Finely shred the cabbage into 1/8-inch strips using a sharp knife or mandoline, then shred the carrots using the large holes of a grater. Slice the scallions into thin rounds, separating the white and light green parts from the dark green tops—you'll use them at different times for better flavor. Mince the garlic cloves finely. This prep work ensures everything cooks evenly and prevents any large pieces from breaking your fritters apart.
In a small bowl, combine the flour, salt, pepper, paprika, coriander, and cayenne pepper. In a large mixing bowl, crack the eggs and beat them lightly. Add the shredded cabbage, grated carrots, minced garlic, and the white and light green parts of the scallions to the eggs, then sprinkle the dry ingredient mixture over top. Fold everything together gently until the vegetables are evenly coated and the mixture holds together when squeezed. I like to let this sit for 2-3 minutes while I heat the fat—the vegetables release a bit of moisture that helps bind everything together.

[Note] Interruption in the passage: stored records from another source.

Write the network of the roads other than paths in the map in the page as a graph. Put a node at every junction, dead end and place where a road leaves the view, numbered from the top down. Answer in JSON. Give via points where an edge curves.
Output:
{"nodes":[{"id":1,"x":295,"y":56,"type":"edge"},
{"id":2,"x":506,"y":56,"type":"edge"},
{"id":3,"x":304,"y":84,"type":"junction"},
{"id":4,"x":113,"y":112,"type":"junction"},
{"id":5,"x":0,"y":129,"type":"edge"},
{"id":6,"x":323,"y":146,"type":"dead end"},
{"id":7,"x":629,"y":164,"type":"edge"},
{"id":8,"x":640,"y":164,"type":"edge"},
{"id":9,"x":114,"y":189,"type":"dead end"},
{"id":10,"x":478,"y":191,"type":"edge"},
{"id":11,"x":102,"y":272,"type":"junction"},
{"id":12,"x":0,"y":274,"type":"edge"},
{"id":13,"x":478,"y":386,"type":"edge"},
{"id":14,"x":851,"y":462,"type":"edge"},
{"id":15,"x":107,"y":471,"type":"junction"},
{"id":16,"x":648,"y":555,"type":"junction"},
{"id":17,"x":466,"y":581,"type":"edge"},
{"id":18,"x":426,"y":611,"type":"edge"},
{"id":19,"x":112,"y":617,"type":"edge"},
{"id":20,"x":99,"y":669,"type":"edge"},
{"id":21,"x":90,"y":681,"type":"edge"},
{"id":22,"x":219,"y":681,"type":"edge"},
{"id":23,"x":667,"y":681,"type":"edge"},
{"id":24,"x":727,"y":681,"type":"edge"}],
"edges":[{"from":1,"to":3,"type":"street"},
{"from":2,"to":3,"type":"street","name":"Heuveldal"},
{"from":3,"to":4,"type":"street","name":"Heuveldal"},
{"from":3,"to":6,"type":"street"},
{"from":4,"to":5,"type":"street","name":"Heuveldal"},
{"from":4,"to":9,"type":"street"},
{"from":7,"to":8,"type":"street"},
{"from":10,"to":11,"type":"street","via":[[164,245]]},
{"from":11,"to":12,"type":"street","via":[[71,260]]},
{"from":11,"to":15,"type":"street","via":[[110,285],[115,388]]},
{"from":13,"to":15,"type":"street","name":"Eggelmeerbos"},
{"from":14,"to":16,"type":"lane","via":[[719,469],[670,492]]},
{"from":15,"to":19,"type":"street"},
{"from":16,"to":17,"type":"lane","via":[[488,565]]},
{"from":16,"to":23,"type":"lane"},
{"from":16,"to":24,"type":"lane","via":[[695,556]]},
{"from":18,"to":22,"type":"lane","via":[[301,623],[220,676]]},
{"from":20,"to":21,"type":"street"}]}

Place a large skillet over medium-low heat and add the butter (or fat of your choice). Let it melt slowly for about 1 minute, then increase the heat to medium. You want the fat hot enough that the fritters sizzle immediately when they hit the pan—this creates a golden crust—but not so hot that they brown before the inside cooks through. The butter should be foaming gently when you're ready to cook.
Using a sturdy spoon or ice cream scoop, portion the batter into roughly 2-inch balls and carefully place them in the hot fat, spacing them about 2 inches apart. Using the back of the spoon, gently flatten each ball into a patty about 1/2-inch thick. Fry for 3 minutes on the first side without moving them—they need time to develop that golden-brown crust. Flip carefully and fry another 3 minutes on the second side until both sides are deep golden brown and crispy. I find that resisting the urge to flip too early is key to getting truly crispy fritters.
Transfer the finished fritters to a paper towel-lined plate to drain any excess fat. While they're still warm, sprinkle them lightly with a pinch of salt and garnish with the reserved dark green scallion tops for a fresh, bright flavor contrast. Serve the fritters warm for the best texture, though they're also delicious at room temperature.